Start of Records shown
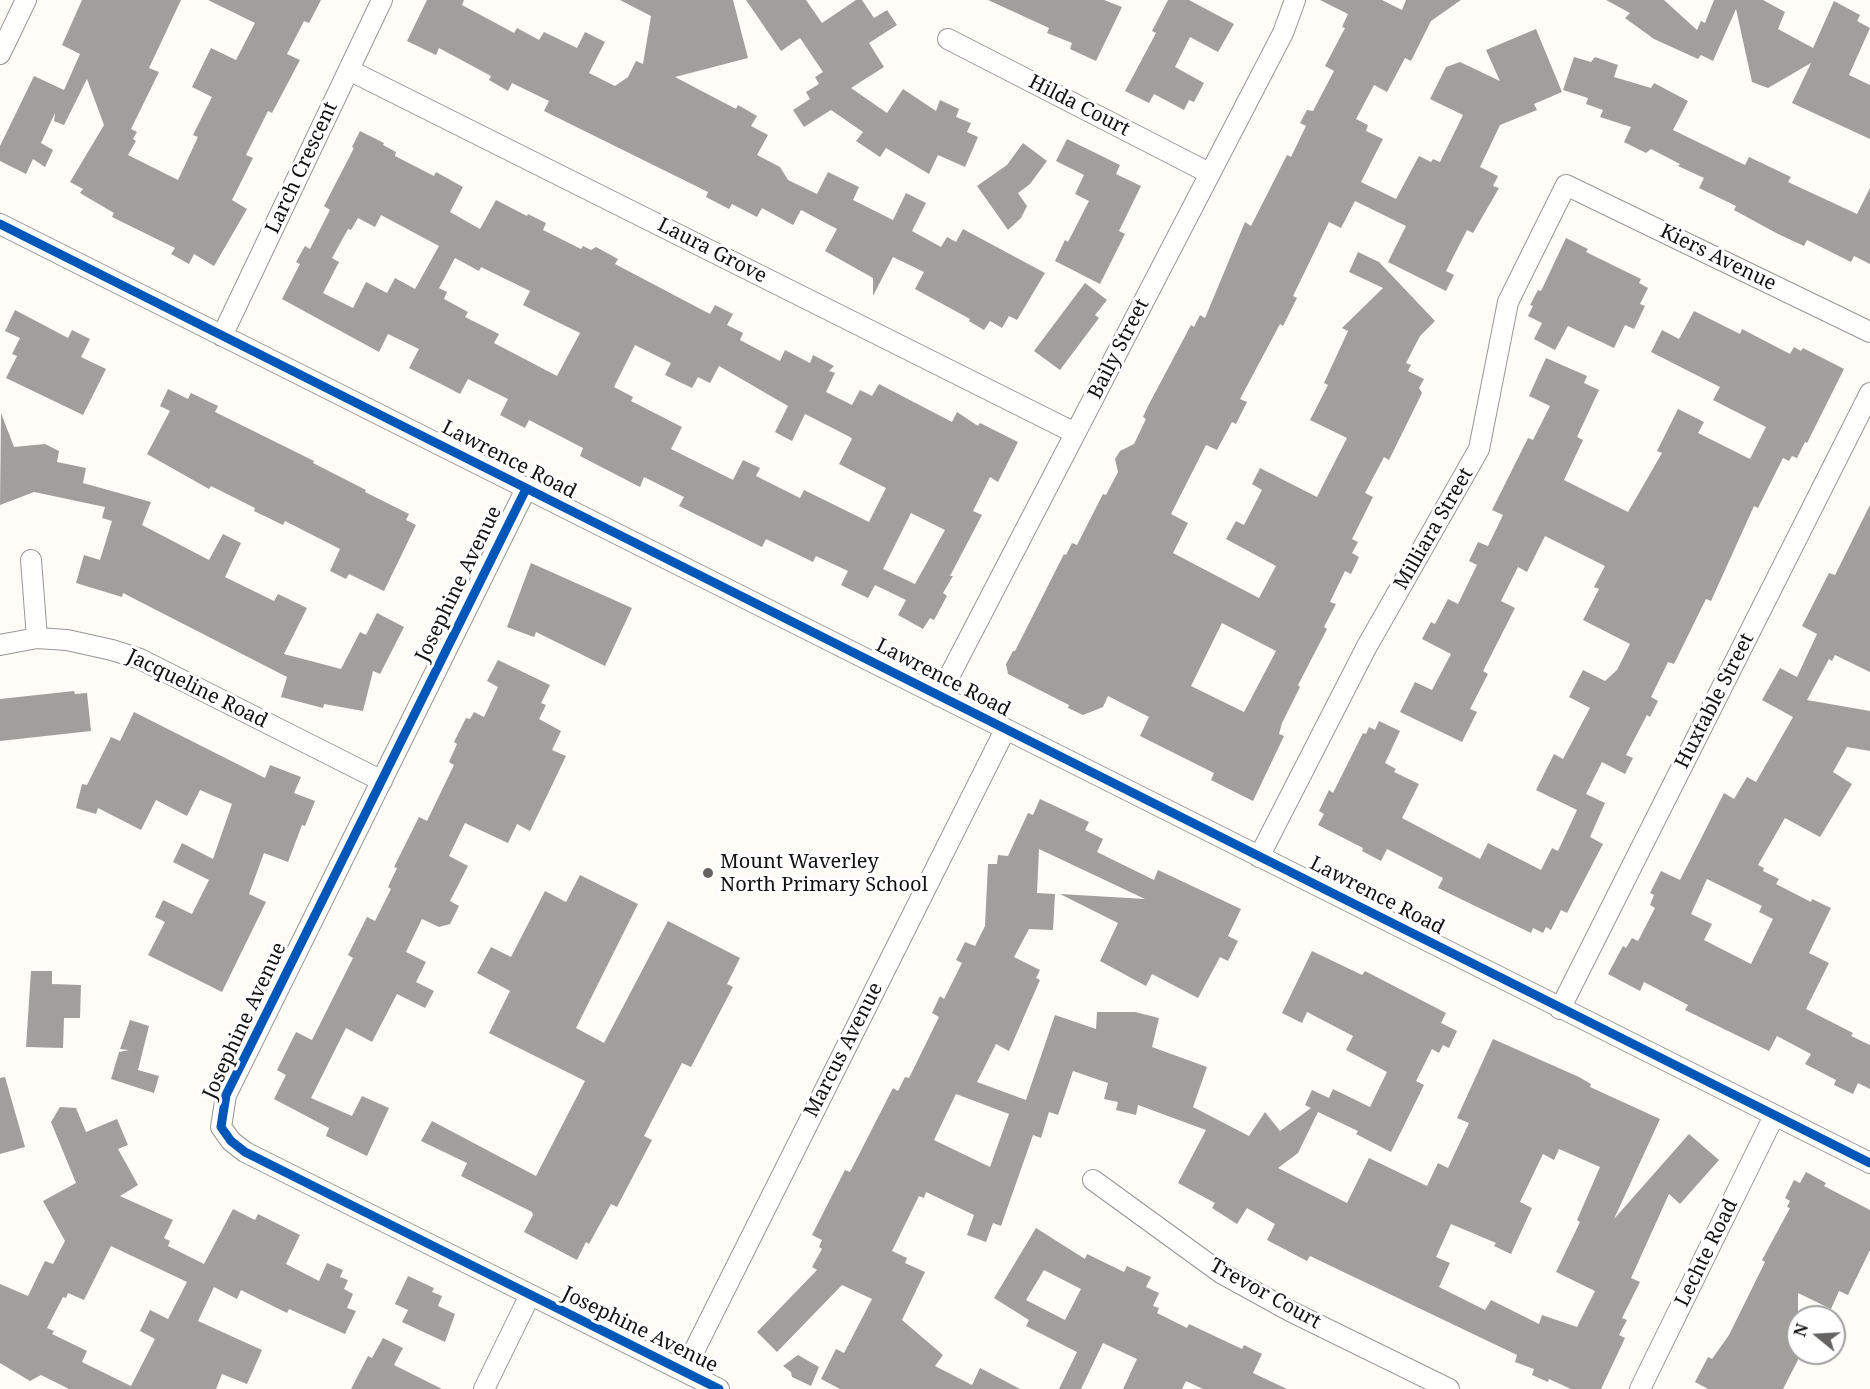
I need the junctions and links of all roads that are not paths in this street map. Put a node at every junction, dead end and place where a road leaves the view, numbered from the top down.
1 (26, 0) edge
2 (382, 0) edge
3 (1294, 0) edge
4 (948, 39) dead end
5 (0, 54) edge
6 (349, 70) junction
7 (1209, 173) junction
8 (1566, 185) joint
9 (0, 225) edge
10 (1870, 332) edge
11 (222, 336) junction
12 (1870, 393) edge
13 (1075, 433) junction
14 (526, 489) junction
15 (31, 560) dead end
16 (37, 638) junction
17 (0, 645) edge
18 (939, 696) junction
19 (1005, 730) junction
20 (382, 781) junction
21 (1259, 857) junction
22 (1560, 1009) junction
23 (1774, 1116) junction
24 (1870, 1162) edge
25 (1093, 1180) dead end
26 (530, 1295) junction
27 (684, 1371) junction
28 (484, 1389) edge
29 (719, 1389) edge
30 (1449, 1389) edge
31 (1640, 1389) edge

1 - 5 street
2 - 6 street, Larch Crescent
3 - 7 street, Baily Street
4 - 7 street, Hilda Court
6 - 11 street, Larch Crescent
6 - 13 street, Laura Grove
7 - 13 street, Baily Street
8 - 10 street, Kiers Avenue
8 - 21 street, Milliara Street
9 - 11 street, Lawrence Road
11 - 14 street, Lawrence Road
12 - 22 street, Huxtable Street
13 - 18 street, Baily Street
14 - 18 street, Lawrence Road
14 - 20 street, Josephine Avenue
15 - 16 street
16 - 17 street, Jacqueline Road
16 - 20 street, Jacqueline Road
18 - 19 street, Lawrence Road
19 - 21 street, Lawrence Road
19 - 27 street, Marcus Avenue
20 - 26 street, Josephine Avenue
21 - 22 street, Lawrence Road
22 - 23 street, Lawrence Road
23 - 24 street, Lawrence Road
23 - 31 street, Lechte Road
25 - 30 street, Trevor Court
26 - 27 street, Josephine Avenue
26 - 28 street
27 - 29 street, Josephine Avenue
End of Records shown
Reproduce the records above word for word, without the images.

I need the junctions and links of all roads that are not paths in this street map. Put a node at every junction, dead end and place where a road leaves the view, numbered from the top down.
1 (26, 0) edge
2 (382, 0) edge
3 (1294, 0) edge
4 (948, 39) dead end
5 (0, 54) edge
6 (349, 70) junction
7 (1209, 173) junction
8 (1566, 185) joint
9 (0, 225) edge
10 (1870, 332) edge
11 (222, 336) junction
12 (1870, 393) edge
13 (1075, 433) junction
14 (526, 489) junction
15 (31, 560) dead end
16 (37, 638) junction
17 (0, 645) edge
18 (939, 696) junction
19 (1005, 730) junction
20 (382, 781) junction
21 (1259, 857) junction
22 (1560, 1009) junction
23 (1774, 1116) junction
24 (1870, 1162) edge
25 (1093, 1180) dead end
26 (530, 1295) junction
27 (684, 1371) junction
28 (484, 1389) edge
29 (719, 1389) edge
30 (1449, 1389) edge
31 (1640, 1389) edge

1 - 5 street
2 - 6 street, Larch Crescent
3 - 7 street, Baily Street
4 - 7 street, Hilda Court
6 - 11 street, Larch Crescent
6 - 13 street, Laura Grove
7 - 13 street, Baily Street
8 - 10 street, Kiers Avenue
8 - 21 street, Milliara Street
9 - 11 street, Lawrence Road
11 - 14 street, Lawrence Road
12 - 22 street, Huxtable Street
13 - 18 street, Baily Street
14 - 18 street, Lawrence Road
14 - 20 street, Josephine Avenue
15 - 16 street
16 - 17 street, Jacqueline Road
16 - 20 street, Jacqueline Road
18 - 19 street, Lawrence Road
19 - 21 street, Lawrence Road
19 - 27 street, Marcus Avenue
20 - 26 street, Josephine Avenue
21 - 22 street, Lawrence Road
22 - 23 street, Lawrence Road
23 - 24 street, Lawrence Road
23 - 31 street, Lechte Road
25 - 30 street, Trevor Court
26 - 27 street, Josephine Avenue
26 - 28 street
27 - 29 street, Josephine Avenue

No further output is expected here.